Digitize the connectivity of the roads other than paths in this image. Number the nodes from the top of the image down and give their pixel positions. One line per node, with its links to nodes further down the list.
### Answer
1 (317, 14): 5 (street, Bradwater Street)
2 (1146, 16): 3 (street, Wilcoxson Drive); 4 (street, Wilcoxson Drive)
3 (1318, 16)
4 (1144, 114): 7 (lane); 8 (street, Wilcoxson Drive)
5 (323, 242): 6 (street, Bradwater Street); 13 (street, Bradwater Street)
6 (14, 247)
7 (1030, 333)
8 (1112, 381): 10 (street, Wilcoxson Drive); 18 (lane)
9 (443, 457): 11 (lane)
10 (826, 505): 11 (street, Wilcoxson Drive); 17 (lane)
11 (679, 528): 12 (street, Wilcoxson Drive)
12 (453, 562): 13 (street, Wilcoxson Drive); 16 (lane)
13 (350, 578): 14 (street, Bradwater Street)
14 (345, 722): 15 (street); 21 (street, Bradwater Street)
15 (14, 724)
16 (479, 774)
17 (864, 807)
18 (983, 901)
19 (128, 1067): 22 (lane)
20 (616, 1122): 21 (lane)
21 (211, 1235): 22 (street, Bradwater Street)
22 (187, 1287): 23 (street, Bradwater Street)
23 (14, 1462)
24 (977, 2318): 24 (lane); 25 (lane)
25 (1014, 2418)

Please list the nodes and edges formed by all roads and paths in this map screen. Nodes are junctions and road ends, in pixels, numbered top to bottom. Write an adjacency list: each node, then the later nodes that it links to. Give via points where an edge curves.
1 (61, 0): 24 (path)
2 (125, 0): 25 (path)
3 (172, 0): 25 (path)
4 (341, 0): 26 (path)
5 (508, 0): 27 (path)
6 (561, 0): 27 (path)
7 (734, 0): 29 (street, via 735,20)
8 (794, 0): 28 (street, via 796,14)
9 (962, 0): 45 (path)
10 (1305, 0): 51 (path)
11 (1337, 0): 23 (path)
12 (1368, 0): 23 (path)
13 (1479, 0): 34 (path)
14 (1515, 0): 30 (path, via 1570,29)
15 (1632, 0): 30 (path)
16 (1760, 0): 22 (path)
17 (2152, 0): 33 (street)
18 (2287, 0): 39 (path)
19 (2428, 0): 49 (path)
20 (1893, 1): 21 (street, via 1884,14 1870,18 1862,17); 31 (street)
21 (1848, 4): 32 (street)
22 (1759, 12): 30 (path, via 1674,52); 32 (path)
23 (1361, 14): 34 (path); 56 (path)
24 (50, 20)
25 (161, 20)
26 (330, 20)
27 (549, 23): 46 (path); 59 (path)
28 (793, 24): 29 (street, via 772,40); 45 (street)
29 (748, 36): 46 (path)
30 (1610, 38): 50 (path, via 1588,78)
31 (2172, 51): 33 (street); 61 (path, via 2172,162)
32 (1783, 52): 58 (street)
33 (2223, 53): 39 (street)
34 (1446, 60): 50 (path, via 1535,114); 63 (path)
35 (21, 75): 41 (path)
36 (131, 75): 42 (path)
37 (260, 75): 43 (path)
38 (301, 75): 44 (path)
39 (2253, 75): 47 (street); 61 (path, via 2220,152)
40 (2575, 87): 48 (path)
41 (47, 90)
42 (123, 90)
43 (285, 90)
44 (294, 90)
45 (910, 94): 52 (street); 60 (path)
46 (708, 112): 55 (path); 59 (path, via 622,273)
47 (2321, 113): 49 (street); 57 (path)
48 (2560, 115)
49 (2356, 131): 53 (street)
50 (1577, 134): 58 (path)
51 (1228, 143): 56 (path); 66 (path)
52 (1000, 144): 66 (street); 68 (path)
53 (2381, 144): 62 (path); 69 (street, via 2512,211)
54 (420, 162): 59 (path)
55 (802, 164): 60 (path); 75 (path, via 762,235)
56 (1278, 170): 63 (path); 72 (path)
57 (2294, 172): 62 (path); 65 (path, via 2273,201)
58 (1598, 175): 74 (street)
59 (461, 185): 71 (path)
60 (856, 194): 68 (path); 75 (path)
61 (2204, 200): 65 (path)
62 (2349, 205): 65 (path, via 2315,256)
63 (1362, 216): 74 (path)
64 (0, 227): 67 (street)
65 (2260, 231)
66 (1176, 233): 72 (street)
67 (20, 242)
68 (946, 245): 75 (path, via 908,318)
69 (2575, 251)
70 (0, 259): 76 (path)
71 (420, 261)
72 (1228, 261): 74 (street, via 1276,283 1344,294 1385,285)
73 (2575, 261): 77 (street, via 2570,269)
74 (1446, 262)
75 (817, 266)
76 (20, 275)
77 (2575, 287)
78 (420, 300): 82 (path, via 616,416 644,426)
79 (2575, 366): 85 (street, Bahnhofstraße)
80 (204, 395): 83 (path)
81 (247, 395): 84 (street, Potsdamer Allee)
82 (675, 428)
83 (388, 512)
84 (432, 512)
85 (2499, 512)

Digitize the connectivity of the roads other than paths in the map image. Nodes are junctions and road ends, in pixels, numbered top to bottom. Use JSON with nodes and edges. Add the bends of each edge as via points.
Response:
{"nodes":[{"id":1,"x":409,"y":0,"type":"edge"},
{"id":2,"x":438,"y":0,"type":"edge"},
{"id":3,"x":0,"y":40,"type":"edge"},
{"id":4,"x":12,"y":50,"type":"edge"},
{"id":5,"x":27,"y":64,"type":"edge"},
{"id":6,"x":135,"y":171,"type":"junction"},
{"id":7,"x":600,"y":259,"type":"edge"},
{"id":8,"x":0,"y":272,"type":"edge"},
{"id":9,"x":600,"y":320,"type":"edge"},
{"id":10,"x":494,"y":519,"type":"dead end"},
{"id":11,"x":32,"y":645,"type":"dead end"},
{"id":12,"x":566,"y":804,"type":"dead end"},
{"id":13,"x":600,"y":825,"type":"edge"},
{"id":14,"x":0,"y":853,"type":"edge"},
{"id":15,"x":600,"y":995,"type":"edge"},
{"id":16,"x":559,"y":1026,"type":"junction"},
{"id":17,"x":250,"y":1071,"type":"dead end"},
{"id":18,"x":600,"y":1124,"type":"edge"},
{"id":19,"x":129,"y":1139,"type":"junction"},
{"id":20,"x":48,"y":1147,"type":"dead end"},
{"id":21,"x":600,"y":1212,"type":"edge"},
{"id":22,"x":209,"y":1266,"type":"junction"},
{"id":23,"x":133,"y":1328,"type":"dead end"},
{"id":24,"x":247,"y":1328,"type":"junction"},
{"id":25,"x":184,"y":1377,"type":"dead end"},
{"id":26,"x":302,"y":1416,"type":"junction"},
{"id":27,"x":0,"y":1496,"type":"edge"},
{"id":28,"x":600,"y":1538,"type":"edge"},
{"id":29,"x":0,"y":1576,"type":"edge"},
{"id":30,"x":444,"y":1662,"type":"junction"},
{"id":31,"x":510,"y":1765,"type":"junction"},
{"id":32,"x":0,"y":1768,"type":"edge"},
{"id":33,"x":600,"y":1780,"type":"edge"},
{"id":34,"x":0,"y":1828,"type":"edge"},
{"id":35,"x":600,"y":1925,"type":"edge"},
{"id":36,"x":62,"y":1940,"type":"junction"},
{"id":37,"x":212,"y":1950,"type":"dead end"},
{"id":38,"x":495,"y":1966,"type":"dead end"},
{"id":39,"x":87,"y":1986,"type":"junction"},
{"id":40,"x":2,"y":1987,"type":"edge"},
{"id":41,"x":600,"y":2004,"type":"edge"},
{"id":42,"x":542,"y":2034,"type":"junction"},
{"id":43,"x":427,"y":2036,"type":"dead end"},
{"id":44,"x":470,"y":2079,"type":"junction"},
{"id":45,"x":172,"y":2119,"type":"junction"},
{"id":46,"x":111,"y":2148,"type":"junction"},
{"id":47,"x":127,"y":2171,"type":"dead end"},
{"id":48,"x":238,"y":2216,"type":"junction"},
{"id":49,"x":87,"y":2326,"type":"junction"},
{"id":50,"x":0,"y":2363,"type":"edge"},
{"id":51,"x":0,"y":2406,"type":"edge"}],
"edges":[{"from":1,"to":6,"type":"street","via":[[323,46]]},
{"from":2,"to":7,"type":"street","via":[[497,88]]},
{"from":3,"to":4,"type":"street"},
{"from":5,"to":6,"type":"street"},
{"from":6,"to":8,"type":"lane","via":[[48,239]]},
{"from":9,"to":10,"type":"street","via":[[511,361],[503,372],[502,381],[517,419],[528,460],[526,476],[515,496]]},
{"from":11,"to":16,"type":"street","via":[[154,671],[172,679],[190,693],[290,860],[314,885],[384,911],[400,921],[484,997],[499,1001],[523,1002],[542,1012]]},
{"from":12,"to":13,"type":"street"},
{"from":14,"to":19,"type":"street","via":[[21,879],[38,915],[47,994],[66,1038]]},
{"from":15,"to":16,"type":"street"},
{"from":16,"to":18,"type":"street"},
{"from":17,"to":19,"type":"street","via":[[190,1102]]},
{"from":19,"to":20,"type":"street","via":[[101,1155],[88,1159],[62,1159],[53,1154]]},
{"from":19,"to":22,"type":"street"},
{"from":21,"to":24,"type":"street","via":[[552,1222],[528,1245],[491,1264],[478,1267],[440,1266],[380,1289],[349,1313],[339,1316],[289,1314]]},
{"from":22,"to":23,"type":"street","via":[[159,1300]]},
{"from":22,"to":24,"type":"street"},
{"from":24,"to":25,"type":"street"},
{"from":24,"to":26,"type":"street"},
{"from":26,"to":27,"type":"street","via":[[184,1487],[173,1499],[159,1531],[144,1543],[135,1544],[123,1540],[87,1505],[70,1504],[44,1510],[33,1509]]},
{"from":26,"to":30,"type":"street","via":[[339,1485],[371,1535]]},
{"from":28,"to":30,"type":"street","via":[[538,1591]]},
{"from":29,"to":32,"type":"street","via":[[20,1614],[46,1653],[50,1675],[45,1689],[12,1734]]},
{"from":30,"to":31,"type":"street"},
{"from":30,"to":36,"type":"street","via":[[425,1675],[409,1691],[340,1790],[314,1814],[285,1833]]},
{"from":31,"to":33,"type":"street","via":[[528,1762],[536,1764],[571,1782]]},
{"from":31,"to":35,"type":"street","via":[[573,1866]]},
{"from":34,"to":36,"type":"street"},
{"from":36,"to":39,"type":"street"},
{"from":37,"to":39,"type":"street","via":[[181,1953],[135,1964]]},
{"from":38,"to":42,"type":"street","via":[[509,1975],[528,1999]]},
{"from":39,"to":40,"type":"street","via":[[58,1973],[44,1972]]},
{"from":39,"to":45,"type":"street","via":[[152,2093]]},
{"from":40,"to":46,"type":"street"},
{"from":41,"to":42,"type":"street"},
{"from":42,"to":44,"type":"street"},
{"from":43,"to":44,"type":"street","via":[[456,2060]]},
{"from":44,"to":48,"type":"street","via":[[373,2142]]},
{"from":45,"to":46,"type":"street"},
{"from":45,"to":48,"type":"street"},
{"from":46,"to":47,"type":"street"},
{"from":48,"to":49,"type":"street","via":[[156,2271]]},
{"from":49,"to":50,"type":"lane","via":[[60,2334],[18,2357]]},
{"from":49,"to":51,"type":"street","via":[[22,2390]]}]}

#### EXERCISE
Out of the preceding entries, pull every line containing the string "connectivity".

#### OUTPUT OF THE EXERCISE
Digitize the connectivity of the roads other than paths in this image. Number the nodes from the top of the image down and give their pixel positions. One line per node, with its links to nodes further down the list.
Digitize the connectivity of the roads other than paths in the map image. Nodes are junctions and road ends, in pixels, numbered top to bottom. Use JSON with nodes and edges. Add the bends of each edge as via points.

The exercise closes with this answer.